### About this exercise
Where the string "Bulvarı" occurs in the material below, report the whole line.

[Data to use — start]

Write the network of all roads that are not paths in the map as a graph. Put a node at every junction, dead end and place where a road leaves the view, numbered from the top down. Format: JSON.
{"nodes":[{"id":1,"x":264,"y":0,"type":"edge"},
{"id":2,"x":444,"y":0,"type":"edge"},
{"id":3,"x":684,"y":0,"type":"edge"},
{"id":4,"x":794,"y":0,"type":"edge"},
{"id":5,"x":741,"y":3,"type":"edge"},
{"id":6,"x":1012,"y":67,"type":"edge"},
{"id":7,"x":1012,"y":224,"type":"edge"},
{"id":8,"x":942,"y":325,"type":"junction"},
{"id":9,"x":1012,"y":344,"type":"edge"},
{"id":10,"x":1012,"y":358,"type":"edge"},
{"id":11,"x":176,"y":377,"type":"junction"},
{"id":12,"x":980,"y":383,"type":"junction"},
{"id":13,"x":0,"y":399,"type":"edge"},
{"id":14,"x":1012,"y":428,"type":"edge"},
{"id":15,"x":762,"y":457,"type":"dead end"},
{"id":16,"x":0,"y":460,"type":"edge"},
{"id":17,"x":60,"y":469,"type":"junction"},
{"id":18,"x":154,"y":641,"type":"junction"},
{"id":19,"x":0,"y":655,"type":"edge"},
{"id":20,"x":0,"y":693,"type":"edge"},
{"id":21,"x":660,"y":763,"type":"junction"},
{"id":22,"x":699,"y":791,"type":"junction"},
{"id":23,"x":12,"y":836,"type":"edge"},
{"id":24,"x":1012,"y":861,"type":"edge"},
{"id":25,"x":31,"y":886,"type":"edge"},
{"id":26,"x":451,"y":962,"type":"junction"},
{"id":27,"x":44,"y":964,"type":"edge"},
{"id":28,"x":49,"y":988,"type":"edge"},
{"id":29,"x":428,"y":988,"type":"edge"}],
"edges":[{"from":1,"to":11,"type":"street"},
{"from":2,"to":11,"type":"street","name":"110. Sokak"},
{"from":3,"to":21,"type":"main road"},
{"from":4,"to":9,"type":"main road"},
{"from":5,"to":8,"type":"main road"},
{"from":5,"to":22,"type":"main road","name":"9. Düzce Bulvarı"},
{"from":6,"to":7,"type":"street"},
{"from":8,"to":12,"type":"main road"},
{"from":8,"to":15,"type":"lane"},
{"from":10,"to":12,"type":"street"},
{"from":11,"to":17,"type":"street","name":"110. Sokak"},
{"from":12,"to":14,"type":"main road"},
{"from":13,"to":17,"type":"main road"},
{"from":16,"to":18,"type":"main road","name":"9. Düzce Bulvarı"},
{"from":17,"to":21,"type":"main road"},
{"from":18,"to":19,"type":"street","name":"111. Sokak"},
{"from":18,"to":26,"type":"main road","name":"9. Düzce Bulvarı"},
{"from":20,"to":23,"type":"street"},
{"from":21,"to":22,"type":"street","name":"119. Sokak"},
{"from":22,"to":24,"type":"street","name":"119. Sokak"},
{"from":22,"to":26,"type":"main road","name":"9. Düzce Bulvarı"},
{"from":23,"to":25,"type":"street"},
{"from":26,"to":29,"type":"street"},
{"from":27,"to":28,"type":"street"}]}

[Data to use — finish]

### Result of this task
{"from":5,"to":22,"type":"main road","name":"9. Düzce Bulvarı"},
{"from":16,"to":18,"type":"main road","name":"9. Düzce Bulvarı"},
{"from":18,"to":26,"type":"main road","name":"9. Düzce Bulvarı"},
{"from":22,"to":26,"type":"main road","name":"9. Düzce Bulvarı"},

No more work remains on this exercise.